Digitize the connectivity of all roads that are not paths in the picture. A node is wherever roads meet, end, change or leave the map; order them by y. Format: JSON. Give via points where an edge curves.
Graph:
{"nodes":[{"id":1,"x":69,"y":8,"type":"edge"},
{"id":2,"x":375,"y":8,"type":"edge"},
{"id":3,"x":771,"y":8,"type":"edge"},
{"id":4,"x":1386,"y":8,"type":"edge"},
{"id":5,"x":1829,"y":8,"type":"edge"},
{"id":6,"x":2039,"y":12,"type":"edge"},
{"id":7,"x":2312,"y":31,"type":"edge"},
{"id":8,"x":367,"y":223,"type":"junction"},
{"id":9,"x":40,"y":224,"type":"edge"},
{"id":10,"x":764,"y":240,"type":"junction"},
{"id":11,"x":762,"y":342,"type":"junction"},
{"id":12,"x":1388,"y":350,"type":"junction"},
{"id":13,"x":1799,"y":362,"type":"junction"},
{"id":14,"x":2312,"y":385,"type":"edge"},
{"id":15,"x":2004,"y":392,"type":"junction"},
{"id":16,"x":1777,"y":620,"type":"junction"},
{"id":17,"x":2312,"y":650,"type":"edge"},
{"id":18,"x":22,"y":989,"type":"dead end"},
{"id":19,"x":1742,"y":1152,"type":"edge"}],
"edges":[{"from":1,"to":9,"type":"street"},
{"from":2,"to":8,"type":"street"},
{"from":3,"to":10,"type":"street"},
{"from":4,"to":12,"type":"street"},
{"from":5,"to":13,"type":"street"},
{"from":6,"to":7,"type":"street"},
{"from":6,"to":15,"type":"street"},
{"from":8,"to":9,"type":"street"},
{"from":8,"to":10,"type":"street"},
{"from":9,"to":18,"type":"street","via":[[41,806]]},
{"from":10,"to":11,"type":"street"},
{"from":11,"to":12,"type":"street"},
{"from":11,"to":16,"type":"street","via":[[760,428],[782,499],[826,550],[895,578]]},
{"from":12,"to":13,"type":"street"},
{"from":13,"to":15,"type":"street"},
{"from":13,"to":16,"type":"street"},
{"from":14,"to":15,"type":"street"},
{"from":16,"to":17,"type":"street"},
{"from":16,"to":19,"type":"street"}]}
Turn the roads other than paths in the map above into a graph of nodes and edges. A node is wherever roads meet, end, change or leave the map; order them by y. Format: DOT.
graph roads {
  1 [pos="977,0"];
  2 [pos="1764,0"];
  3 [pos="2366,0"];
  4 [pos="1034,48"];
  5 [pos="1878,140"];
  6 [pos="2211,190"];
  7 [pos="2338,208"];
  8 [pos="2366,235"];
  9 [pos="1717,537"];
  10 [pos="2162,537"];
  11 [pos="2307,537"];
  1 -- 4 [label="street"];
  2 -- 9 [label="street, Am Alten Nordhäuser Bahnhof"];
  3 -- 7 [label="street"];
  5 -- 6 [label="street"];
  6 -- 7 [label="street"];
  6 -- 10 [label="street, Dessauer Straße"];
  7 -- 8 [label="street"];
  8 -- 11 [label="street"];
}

• **What the task asks**
Answer with one number only, the count of lines in the material above that hold "roads".

• **Task answer**
3